I've looked at for function approximation methods in scipy.optimize
and after reading description for functions figured out(maybe wrong) that they approximate non-linear functions only.
For instance if I've sample output after zip()
function for x
and y
[(1,1),(4,2),(6,4),(8,6),(10,11)]
As you can see, non-linear function approximates much better but I need linear for my purposes.

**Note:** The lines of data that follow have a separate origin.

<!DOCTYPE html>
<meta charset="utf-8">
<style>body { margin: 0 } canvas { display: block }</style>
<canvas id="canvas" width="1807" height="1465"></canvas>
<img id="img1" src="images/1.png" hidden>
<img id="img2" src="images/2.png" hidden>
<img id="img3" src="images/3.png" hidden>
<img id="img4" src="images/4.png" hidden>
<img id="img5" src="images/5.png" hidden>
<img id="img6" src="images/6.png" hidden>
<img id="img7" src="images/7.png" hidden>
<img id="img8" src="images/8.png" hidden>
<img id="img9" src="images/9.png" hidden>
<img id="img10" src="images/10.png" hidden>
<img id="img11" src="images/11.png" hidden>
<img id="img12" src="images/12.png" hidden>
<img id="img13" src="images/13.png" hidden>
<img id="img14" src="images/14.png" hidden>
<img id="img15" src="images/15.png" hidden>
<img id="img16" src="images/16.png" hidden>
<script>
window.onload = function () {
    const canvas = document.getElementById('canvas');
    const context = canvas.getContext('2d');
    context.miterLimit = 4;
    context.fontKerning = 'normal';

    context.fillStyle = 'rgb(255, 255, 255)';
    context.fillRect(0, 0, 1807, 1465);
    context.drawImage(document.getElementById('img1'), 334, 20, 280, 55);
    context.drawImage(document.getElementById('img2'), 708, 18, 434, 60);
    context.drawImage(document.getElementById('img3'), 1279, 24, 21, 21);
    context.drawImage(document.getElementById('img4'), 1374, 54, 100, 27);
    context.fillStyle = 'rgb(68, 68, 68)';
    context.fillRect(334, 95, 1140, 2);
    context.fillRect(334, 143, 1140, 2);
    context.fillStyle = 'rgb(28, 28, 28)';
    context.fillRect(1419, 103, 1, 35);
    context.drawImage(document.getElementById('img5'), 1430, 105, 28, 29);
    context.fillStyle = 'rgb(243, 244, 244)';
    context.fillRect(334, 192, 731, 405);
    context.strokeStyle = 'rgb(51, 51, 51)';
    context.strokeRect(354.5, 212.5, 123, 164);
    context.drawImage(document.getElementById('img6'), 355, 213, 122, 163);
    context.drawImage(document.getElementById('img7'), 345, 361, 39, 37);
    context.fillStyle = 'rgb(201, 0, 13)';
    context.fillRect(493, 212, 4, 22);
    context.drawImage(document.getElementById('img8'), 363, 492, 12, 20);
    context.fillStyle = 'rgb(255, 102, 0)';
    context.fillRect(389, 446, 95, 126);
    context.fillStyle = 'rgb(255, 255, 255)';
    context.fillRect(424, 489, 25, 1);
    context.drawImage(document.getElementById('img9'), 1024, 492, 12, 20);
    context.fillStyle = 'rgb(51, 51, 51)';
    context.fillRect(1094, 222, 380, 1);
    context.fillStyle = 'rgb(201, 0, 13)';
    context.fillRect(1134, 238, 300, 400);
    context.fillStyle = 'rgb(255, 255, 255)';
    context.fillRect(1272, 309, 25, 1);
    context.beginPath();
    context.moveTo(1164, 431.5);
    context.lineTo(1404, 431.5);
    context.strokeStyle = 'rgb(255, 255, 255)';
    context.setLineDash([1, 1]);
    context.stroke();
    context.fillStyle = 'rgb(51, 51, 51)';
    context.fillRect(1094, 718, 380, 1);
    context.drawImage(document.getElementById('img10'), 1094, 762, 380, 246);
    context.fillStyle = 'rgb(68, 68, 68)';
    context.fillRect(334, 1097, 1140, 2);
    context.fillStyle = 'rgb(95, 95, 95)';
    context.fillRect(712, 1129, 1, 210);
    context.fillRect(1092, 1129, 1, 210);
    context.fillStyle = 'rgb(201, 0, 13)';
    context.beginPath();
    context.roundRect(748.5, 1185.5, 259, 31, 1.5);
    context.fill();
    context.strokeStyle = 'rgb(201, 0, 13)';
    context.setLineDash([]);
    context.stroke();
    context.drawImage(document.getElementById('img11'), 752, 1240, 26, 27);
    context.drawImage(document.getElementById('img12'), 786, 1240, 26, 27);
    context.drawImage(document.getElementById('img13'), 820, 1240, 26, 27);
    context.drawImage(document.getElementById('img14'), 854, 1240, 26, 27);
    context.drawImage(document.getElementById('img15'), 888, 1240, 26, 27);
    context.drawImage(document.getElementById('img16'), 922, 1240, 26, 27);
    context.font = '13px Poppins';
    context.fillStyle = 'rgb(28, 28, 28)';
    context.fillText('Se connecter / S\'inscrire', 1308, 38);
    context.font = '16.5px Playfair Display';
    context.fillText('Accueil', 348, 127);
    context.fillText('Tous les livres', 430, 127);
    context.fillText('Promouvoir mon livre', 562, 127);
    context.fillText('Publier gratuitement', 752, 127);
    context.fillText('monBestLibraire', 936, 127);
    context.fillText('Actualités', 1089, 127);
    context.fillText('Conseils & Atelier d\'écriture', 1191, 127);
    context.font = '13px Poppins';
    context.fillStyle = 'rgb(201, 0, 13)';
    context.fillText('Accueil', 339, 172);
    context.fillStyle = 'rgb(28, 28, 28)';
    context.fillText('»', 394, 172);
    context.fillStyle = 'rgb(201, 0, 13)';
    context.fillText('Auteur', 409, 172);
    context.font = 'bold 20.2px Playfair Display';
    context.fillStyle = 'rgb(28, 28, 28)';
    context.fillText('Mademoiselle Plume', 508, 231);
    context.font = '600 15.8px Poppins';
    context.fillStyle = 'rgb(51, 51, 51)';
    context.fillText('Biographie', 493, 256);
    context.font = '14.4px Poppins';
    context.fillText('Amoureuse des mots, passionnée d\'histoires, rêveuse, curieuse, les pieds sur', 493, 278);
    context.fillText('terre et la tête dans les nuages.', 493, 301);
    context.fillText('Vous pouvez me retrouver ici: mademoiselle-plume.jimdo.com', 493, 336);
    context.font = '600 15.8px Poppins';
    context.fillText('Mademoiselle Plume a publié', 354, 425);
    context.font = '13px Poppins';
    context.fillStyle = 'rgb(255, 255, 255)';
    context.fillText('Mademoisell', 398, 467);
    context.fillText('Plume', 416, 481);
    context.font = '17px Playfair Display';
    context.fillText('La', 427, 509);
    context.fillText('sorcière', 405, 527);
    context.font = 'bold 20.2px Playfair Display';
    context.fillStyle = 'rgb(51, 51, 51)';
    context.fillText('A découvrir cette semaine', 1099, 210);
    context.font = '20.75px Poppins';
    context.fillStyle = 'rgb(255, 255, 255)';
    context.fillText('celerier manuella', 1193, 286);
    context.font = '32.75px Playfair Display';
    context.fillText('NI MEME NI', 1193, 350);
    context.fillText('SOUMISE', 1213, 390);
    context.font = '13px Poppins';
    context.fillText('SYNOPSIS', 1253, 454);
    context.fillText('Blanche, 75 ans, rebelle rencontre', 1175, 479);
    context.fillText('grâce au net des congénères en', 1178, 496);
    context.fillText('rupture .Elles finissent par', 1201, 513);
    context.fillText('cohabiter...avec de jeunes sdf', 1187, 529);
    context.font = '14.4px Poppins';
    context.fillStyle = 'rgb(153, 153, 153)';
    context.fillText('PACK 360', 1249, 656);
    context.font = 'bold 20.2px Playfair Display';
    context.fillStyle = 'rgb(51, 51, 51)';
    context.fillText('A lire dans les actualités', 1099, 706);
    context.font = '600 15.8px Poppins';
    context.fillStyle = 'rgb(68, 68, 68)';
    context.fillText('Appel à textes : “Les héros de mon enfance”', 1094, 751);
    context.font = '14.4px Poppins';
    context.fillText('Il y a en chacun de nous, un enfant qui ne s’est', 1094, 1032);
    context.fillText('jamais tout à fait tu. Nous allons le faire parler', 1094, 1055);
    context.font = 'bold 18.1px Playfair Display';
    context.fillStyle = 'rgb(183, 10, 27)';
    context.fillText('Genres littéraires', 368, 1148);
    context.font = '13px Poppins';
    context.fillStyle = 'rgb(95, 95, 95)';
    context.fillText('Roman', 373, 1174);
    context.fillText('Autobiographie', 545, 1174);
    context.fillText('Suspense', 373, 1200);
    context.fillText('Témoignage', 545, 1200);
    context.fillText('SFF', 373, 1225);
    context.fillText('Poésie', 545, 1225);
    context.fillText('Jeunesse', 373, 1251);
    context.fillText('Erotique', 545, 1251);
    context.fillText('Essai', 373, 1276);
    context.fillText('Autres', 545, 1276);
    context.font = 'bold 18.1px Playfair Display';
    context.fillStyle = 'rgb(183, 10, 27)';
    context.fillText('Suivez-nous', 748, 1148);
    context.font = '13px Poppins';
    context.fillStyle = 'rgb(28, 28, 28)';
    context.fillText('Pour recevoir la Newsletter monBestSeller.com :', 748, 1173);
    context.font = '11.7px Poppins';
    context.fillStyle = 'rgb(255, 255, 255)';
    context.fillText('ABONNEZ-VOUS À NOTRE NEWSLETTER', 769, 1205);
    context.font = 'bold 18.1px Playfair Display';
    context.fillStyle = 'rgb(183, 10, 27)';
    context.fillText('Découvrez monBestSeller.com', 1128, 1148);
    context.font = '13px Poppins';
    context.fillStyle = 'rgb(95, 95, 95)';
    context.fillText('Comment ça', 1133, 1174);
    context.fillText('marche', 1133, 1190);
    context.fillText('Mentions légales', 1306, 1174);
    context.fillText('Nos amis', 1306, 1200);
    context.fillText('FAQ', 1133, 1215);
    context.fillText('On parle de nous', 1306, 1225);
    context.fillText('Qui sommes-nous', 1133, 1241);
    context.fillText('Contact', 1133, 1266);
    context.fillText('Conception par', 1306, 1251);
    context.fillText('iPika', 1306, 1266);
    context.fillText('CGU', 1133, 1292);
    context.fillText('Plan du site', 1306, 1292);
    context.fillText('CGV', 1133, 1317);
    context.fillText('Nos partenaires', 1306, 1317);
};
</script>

I admit the possibility that missed something in documentation of functions presented, so my apologize if question can be answered in the "read docs" way.
In addition to np.polyfit
and scipy.stats.linregress
as suggested by @user2589273, a low-level way to do linear regression is to solve for the matrix of coefficients using np.linalg.lstsq
. Although this approach is a bit more work than using one of the pre-packaged functions for doing linear regression, it's very useful to understand how this works at a basic level, in particular when you start dealing with multivariate data.
For example:
import numpy as np
# a simple linear relationship: y = mx + c with m=0.5 and c=2
x = np.arange(50)
y = x * 0.5 + 2
y += np.random.randn(50) * 5 # add some noise
# we can rewrite the line equation as y = Ap, where A=[[x, 1]] and p=[[m], [c]]
A = np.c_[x, np.ones(50)]
# solving for p gives us the slope and intercept
p, residuals, rank, svals = np.linalg.lstsq(A, y)
Plotting the fit:
from matplotlib import pyplot as plt
fig, ax = plt.subplots(1, 1)
ax.hold(True)
ax.plot(x, y, 'ob', label='data')
ax.plot(x, A.dot(p), '-k', lw=2, label='linear fit')
ax.legend()